PROBLEM
All of the data, from the first line to the last, should be reproduced without alteration.

INPUT DATA
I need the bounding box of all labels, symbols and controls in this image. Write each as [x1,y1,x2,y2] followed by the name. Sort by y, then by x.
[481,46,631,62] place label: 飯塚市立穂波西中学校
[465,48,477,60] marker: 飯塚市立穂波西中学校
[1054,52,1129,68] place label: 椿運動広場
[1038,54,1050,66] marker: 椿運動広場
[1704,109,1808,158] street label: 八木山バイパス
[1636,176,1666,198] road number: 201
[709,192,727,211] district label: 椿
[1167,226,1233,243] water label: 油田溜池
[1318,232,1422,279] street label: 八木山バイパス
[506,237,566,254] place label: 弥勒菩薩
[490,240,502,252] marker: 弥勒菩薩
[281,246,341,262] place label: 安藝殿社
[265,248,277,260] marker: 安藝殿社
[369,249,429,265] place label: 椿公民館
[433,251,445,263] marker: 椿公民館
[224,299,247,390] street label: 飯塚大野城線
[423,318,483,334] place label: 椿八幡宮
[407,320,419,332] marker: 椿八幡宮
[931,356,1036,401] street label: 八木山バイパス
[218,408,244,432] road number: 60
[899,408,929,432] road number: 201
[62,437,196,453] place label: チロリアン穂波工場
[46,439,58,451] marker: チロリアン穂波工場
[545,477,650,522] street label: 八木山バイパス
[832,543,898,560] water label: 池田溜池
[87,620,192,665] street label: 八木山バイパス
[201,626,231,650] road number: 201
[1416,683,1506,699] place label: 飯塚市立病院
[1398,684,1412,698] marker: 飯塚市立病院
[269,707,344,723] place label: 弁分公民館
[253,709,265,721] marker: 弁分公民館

FINISHED EXERCISE
I need the bounding box of all labels, symbols and controls in this image. Write each as [x1,y1,x2,y2] followed by the name. Sort by y, then by x.
[481,46,631,62] place label: 飯塚市立穂波西中学校
[465,48,477,60] marker: 飯塚市立穂波西中学校
[1054,52,1129,68] place label: 椿運動広場
[1038,54,1050,66] marker: 椿運動広場
[1704,109,1808,158] street label: 八木山バイパス
[1636,176,1666,198] road number: 201
[709,192,727,211] district label: 椿
[1167,226,1233,243] water label: 油田溜池
[1318,232,1422,279] street label: 八木山バイパス
[506,237,566,254] place label: 弥勒菩薩
[490,240,502,252] marker: 弥勒菩薩
[281,246,341,262] place label: 安藝殿社
[265,248,277,260] marker: 安藝殿社
[369,249,429,265] place label: 椿公民館
[433,251,445,263] marker: 椿公民館
[224,299,247,390] street label: 飯塚大野城線
[423,318,483,334] place label: 椿八幡宮
[407,320,419,332] marker: 椿八幡宮
[931,356,1036,401] street label: 八木山バイパス
[218,408,244,432] road number: 60
[899,408,929,432] road number: 201
[62,437,196,453] place label: チロリアン穂波工場
[46,439,58,451] marker: チロリアン穂波工場
[545,477,650,522] street label: 八木山バイパス
[832,543,898,560] water label: 池田溜池
[87,620,192,665] street label: 八木山バイパス
[201,626,231,650] road number: 201
[1416,683,1506,699] place label: 飯塚市立病院
[1398,684,1412,698] marker: 飯塚市立病院
[269,707,344,723] place label: 弁分公民館
[253,709,265,721] marker: 弁分公民館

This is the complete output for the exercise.